Goal of the exercise – This calls for a word-for-word copy of all the data, with each picture removed.

Collected data
-*-*-

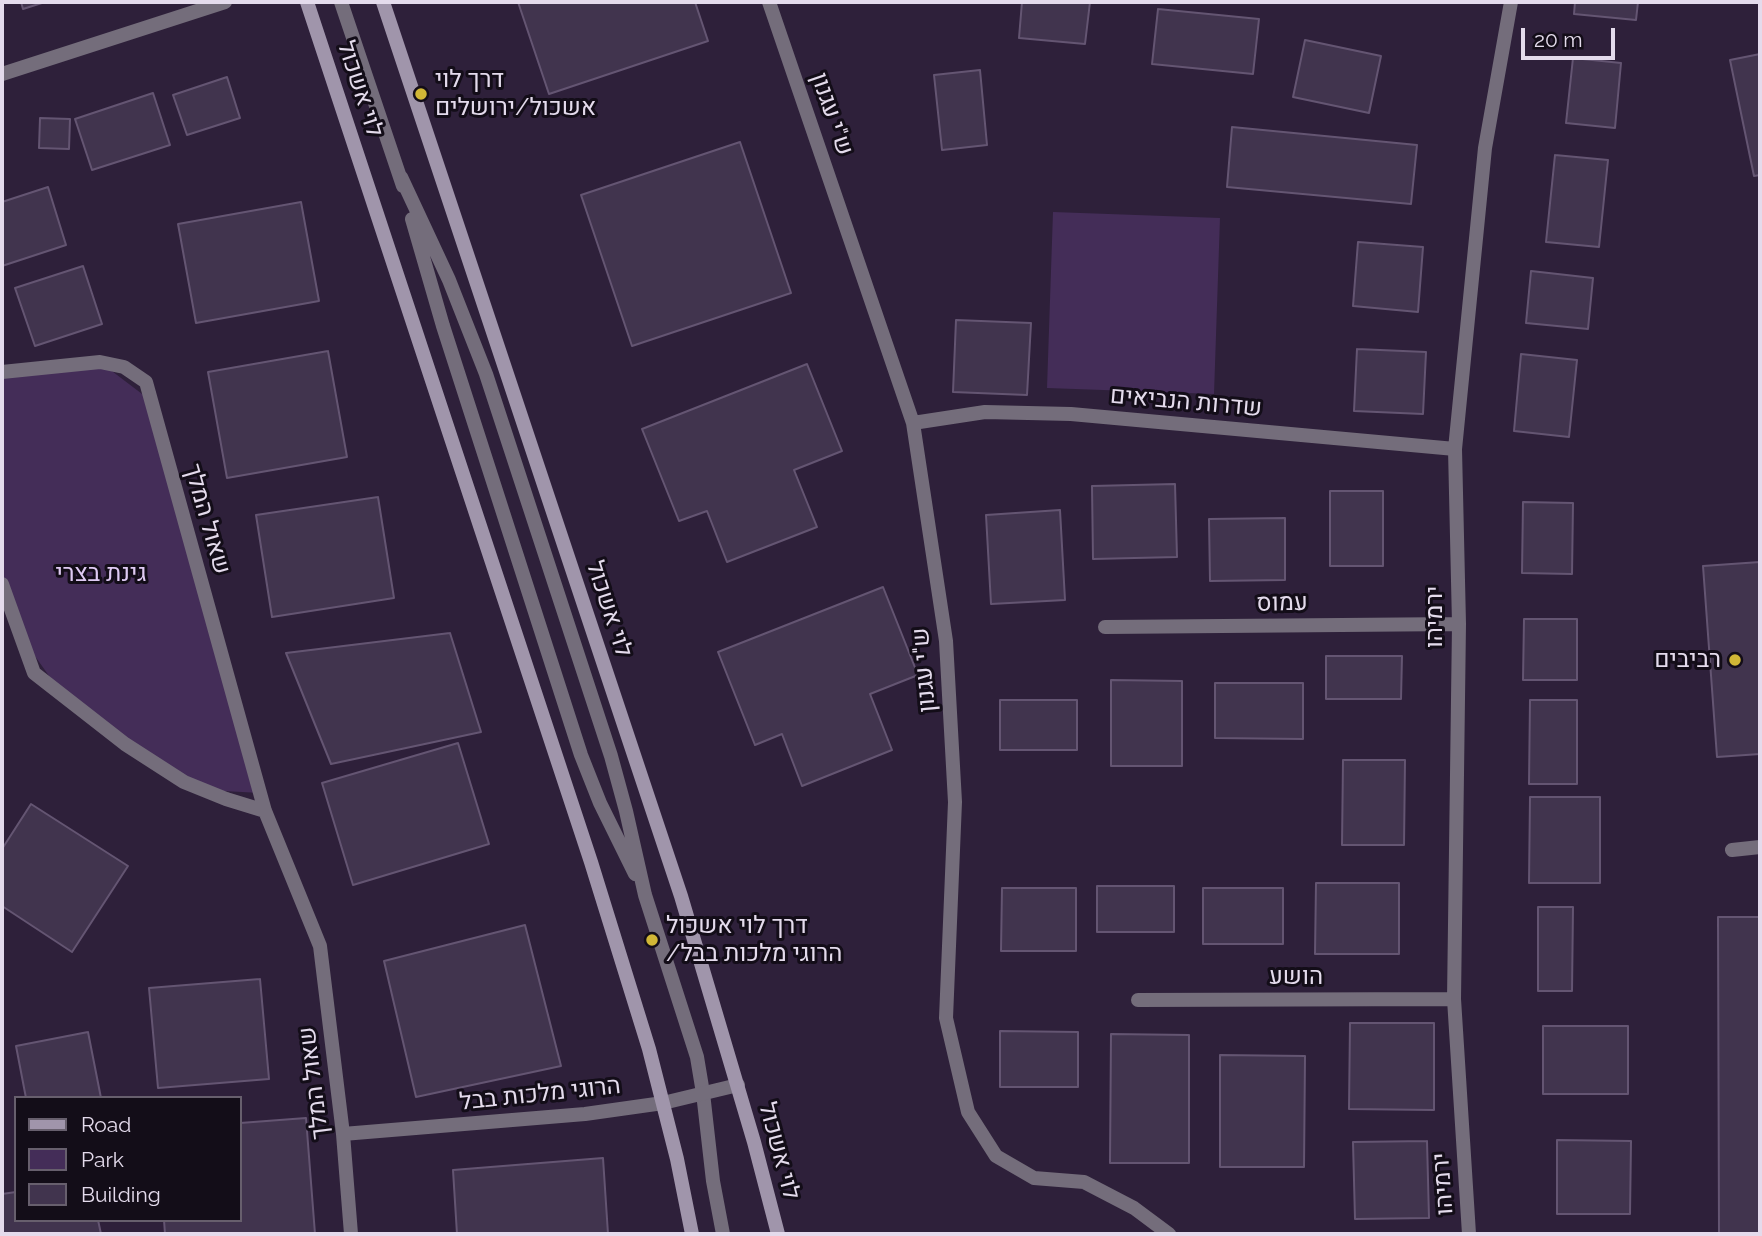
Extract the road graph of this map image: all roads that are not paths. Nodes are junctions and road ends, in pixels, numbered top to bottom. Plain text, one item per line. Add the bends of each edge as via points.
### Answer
1 (190, 2) edge
2 (225, 2) edge
3 (307, 2) edge
4 (341, 2) edge
5 (383, 2) edge
6 (769, 2) edge
7 (1511, 2) edge
8 (139, 30) junction
9 (2, 74) edge
10 (401, 177) junction
11 (2, 373) edge
12 (913, 423) junction
13 (1455, 449) junction
14 (2, 584) edge
15 (1459, 624) junction
16 (1105, 627) dead end
17 (265, 811) junction
18 (1760, 847) edge
19 (1732, 850) dead end
20 (645, 895) junction
21 (1454, 999) junction
22 (1138, 1000) dead end
23 (738, 1084) junction
24 (704, 1093) junction
25 (663, 1103) junction
26 (343, 1134) junction
27 (351, 1234) edge
28 (692, 1234) edge
29 (723, 1234) edge
30 (778, 1234) edge
31 (1169, 1234) edge
32 (1469, 1234) edge

1 - 8 street
2 - 8 street
3 - 25 main road, לוי אשכול via 591,862
4 - 10 street
5 - 23 main road, לוי אשכול via 681,896
6 - 12 street, ש"י עגנון
7 - 13 street, ירמיהו via 1485,148
8 - 9 street
10 - 20 street via 443,326 581,755
10 - 20 street via 486,374 611,756
11 - 17 street, שאול המלך via 100,362 124,367 146,382
12 - 13 street, שדרות הנביאים via 985,412 1071,414
12 - 31 street, ש"י עגנון via 946,641 955,802 946,1018 968,1112 996,1156 1034,1178 1084,1182 1134,1208
13 - 15 street, ירמיהו
14 - 17 street via 34,673 125,744 184,782
15 - 16 street, עמוס
15 - 21 street, ירמיהו
17 - 26 street, שאול המלך via 320,946
18 - 19 street
20 - 24 street via 694,1047
21 - 22 street, הושע
21 - 32 street, ירמיהו
23 - 24 street, הרוגי מלכות בבל
23 - 30 main road, לוי אשכול
24 - 25 street, הרוגי מלכות בבל
24 - 29 street
25 - 26 street, הרוגי מלכות בבל
25 - 28 main road, לוי אשכול
26 - 27 street, שאול המלך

-*-*-

Reply to the task –
Extract the road graph of this map image: all roads that are not paths. Nodes are junctions and road ends, in pixels, numbered top to bottom. Plain text, one item per line. Add the bends of each edge as via points.
### Answer
1 (190, 2) edge
2 (225, 2) edge
3 (307, 2) edge
4 (341, 2) edge
5 (383, 2) edge
6 (769, 2) edge
7 (1511, 2) edge
8 (139, 30) junction
9 (2, 74) edge
10 (401, 177) junction
11 (2, 373) edge
12 (913, 423) junction
13 (1455, 449) junction
14 (2, 584) edge
15 (1459, 624) junction
16 (1105, 627) dead end
17 (265, 811) junction
18 (1760, 847) edge
19 (1732, 850) dead end
20 (645, 895) junction
21 (1454, 999) junction
22 (1138, 1000) dead end
23 (738, 1084) junction
24 (704, 1093) junction
25 (663, 1103) junction
26 (343, 1134) junction
27 (351, 1234) edge
28 (692, 1234) edge
29 (723, 1234) edge
30 (778, 1234) edge
31 (1169, 1234) edge
32 (1469, 1234) edge

1 - 8 street
2 - 8 street
3 - 25 main road, לוי אשכול via 591,862
4 - 10 street
5 - 23 main road, לוי אשכול via 681,896
6 - 12 street, ש"י עגנון
7 - 13 street, ירמיהו via 1485,148
8 - 9 street
10 - 20 street via 443,326 581,755
10 - 20 street via 486,374 611,756
11 - 17 street, שאול המלך via 100,362 124,367 146,382
12 - 13 street, שדרות הנביאים via 985,412 1071,414
12 - 31 street, ש"י עגנון via 946,641 955,802 946,1018 968,1112 996,1156 1034,1178 1084,1182 1134,1208
13 - 15 street, ירמיהו
14 - 17 street via 34,673 125,744 184,782
15 - 16 street, עמוס
15 - 21 street, ירמיהו
17 - 26 street, שאול המלך via 320,946
18 - 19 street
20 - 24 street via 694,1047
21 - 22 street, הושע
21 - 32 street, ירמיהו
23 - 24 street, הרוגי מלכות בבל
23 - 30 main road, לוי אשכול
24 - 25 street, הרוגי מלכות בבל
24 - 29 street
25 - 26 street, הרוגי מלכות בבל
25 - 28 main road, לוי אשכול
26 - 27 street, שאול המלך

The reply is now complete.